May your days [he wrote in one of these letters] be prolonged and be free from pain; may your friends long taste the sweetness and the charm of your society, and may those whom the seas have separated from you be still happy in the thought that the end of your career will be, as our good La Fontaine says, "the evening of a fine day."

Then, after some political reflections, suggested by the liberal institutions of America, the Abbé indulges in a series of gay comments on the habit that their Lady of Auteuil had, in her excessive love of coffee, of robbing him of his share of the cream, on the vicious bulldog brought over by Temple to France from England and on the host of cats, that had multiplied in the woodhouse and woodyard at Auteuil, under the patronage of their mistress, and did nothing but keep their paws in their furred gowns, and warm themselves in the sun. Friends of liberty, these cats, the Abbé said, were entirely out of place under the governments of Europe. Nothing could be more suitable than to load a small vessel with them and ship them to America. Another letter from the Abbé concluded with these heartfelt words:

I shall never forget the happiness I have enjoyed in knowing you, and seeing you intimately. I write to you from Auteuil, seated in your arm-chair, on which I have engraved, Benjamin Franklin hic sedebat, and having by my side the little bureau, which you bequeathed to me at parting, with a drawer full of nails to gratify the love of nailing and hammering, which I possess in common with you. But believe me, I have no need of all these helps to cherish your endeared remembrance, and to love you,

"Dum memor ipse mei, dum spiritus hos reget artus."
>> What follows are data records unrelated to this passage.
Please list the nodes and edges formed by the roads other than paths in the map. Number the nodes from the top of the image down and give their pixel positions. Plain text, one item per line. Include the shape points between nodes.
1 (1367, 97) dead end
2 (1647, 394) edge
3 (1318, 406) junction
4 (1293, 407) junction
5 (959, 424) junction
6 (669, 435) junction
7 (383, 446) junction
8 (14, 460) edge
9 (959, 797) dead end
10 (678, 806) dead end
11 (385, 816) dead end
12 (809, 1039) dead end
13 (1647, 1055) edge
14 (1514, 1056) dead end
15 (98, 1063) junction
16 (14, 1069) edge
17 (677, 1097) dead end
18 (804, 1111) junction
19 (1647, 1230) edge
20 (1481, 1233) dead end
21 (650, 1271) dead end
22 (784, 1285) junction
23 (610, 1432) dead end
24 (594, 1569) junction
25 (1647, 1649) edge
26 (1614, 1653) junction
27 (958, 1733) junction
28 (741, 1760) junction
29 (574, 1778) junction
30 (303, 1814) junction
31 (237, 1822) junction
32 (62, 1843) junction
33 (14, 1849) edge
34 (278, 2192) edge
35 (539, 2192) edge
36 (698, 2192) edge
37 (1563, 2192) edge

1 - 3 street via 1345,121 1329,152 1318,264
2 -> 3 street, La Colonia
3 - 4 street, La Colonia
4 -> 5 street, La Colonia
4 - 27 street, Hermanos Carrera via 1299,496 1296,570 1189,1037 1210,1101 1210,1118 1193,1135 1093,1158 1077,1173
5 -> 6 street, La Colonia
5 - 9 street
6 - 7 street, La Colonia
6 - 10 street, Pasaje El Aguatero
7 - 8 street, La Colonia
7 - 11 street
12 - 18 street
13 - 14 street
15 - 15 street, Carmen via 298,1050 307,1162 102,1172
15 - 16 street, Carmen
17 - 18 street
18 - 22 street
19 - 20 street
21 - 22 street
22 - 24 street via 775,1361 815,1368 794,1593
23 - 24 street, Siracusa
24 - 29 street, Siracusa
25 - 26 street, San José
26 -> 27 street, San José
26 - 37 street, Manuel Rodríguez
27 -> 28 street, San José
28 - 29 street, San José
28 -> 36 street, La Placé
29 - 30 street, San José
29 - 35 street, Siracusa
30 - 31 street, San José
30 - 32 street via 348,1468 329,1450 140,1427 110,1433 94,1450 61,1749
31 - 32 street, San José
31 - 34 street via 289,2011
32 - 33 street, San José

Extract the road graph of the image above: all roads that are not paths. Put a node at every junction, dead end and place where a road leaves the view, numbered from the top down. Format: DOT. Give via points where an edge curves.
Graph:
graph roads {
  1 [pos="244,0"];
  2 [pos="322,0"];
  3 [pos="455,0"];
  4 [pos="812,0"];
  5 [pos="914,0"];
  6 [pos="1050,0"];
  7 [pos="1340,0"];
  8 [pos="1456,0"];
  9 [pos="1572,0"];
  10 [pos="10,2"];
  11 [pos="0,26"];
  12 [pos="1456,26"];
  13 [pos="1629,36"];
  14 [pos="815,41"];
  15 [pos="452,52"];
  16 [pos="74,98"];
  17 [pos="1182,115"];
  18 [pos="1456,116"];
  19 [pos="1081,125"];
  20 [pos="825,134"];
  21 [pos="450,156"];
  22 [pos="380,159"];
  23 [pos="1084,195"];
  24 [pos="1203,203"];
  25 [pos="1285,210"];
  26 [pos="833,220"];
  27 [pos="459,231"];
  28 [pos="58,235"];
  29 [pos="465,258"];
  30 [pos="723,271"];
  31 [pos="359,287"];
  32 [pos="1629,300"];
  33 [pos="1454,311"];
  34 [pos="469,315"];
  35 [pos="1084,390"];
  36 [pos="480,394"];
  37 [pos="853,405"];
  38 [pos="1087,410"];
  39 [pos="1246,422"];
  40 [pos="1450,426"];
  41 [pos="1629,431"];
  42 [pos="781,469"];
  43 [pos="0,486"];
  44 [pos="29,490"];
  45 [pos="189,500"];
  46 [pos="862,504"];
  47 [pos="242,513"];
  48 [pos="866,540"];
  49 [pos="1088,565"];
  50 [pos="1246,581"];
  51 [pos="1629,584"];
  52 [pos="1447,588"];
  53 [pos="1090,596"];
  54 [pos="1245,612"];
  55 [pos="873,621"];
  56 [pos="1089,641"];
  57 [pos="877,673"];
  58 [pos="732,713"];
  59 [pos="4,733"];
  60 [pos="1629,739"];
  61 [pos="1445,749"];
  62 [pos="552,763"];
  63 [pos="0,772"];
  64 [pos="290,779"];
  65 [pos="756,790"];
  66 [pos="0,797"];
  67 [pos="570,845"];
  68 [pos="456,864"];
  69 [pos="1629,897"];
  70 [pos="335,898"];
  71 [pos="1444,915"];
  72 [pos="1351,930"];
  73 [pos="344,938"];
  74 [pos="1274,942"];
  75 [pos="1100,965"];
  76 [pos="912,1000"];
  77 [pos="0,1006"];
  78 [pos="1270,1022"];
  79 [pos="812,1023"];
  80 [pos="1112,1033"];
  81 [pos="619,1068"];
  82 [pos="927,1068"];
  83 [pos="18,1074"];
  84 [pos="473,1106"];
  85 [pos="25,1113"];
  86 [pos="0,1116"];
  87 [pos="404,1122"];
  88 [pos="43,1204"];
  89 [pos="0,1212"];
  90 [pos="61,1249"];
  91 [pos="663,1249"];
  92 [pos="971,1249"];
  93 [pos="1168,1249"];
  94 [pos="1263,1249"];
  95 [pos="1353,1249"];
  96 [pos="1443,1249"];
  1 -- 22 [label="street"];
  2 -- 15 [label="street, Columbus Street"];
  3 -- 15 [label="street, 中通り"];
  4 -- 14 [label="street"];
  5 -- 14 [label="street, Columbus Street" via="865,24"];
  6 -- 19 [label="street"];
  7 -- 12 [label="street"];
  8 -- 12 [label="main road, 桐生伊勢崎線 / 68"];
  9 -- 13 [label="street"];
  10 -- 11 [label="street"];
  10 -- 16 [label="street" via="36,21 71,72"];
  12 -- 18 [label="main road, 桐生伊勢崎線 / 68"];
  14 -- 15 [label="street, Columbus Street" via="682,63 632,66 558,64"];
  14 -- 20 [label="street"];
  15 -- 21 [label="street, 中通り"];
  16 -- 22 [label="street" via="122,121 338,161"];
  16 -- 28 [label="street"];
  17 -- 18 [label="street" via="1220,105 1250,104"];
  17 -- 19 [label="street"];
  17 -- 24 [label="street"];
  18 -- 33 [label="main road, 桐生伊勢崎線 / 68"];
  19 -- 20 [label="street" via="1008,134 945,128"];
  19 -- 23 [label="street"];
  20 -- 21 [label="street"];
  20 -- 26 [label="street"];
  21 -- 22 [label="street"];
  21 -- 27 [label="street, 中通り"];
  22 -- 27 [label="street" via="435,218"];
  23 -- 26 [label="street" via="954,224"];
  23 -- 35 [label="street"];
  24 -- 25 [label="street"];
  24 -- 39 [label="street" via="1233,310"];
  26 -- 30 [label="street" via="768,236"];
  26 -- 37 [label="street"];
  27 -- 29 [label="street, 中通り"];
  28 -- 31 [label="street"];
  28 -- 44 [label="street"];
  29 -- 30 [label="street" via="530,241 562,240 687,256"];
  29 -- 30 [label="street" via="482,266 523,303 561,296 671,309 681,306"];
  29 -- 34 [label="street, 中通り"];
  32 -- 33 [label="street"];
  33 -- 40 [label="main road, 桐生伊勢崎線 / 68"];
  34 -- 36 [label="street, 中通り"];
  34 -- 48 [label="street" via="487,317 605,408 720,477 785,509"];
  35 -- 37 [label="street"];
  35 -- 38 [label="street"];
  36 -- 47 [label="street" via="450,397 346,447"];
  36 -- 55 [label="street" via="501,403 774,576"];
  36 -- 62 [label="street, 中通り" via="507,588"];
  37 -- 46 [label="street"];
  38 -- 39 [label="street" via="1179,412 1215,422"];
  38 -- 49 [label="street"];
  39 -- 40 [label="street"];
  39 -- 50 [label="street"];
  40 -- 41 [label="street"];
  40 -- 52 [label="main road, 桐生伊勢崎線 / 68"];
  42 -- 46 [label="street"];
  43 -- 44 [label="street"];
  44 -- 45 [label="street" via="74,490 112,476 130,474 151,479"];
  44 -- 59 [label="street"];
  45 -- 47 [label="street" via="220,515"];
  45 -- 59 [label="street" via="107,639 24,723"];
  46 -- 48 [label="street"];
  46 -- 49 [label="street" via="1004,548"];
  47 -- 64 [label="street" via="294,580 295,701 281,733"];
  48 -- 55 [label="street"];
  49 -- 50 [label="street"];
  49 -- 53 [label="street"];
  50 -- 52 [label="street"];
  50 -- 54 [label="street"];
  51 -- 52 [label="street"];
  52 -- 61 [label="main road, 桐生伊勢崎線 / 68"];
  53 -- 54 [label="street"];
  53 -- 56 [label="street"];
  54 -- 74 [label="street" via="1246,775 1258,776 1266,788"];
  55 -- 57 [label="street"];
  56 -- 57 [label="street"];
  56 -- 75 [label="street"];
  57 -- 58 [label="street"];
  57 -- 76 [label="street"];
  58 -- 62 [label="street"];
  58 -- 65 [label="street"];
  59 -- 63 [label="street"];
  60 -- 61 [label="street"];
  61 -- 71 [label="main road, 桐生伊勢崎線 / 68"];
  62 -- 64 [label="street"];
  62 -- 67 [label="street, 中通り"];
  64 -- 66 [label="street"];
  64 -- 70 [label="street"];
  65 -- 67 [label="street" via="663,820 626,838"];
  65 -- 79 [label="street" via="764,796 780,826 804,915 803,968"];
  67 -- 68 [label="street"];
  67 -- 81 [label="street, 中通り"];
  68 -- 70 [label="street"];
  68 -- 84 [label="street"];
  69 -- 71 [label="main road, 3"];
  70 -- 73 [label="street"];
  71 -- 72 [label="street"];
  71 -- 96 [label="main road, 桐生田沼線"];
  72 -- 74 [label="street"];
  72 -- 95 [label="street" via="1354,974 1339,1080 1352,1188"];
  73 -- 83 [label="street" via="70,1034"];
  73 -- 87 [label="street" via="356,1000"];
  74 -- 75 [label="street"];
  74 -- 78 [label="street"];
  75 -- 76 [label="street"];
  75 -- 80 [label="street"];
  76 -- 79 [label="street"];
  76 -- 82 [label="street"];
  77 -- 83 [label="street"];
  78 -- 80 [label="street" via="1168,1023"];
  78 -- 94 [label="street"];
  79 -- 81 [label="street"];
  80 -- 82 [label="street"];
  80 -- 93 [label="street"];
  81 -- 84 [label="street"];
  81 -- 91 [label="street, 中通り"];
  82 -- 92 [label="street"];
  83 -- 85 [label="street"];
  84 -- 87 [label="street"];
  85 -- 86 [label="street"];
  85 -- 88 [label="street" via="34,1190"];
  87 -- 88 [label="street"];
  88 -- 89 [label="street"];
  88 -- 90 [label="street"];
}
During their jolly intercourse in France, the Abbé Morellet and Franklin touched glasses in two highly convivial productions. On one of the anniversaries of the birth of Franklin, or of American liberty, the Abbé could not remember which, the Abbé composed a drinking song in honor of Franklin, and among the letters written by Franklin when he was in France was one to the Abbé in which wine is lauded in terms of humorous exaggeration. One of the verses of the Abbé's production refers to the American War, and has been translated in these words by Parton:

"Never did mankind engage
In a war with views more sage;
They seek freedom with design,
To drink plenty of French wine;
Such has been
The intent of Benjamin."

The other verses are no better and no worse, and the whole poem is even more inferior in wit to Franklin's letter to the Abbé than the Very Humble Petition to Madame Helvétius from her Cats, clever though it be, is to Franklin's Journey to the Elysian Fields. If we had nothing but these bibulous productions to judge by, we might infer that love of wine, quite as much as love of Madame Helvétius was the tie of connection between the Abbé Morellet and Franklin. Indeed, in the letter to Franklin with respect to the cats, the Abbé was quite as candid about expressing his partiality for one form of spirits as Franklin was in his unblushing eulogy of wine. He did not know, he said, what duties his cats, in the unsettled condition of the commercial relations between France and the United States, would be made to pay on arriving at Philadelphia; "and then," he continued, "if my vessel should find nothing to load with among you but grain, it could not touch at our islands to take in sugar, or to bring me back good rum either, which I love much."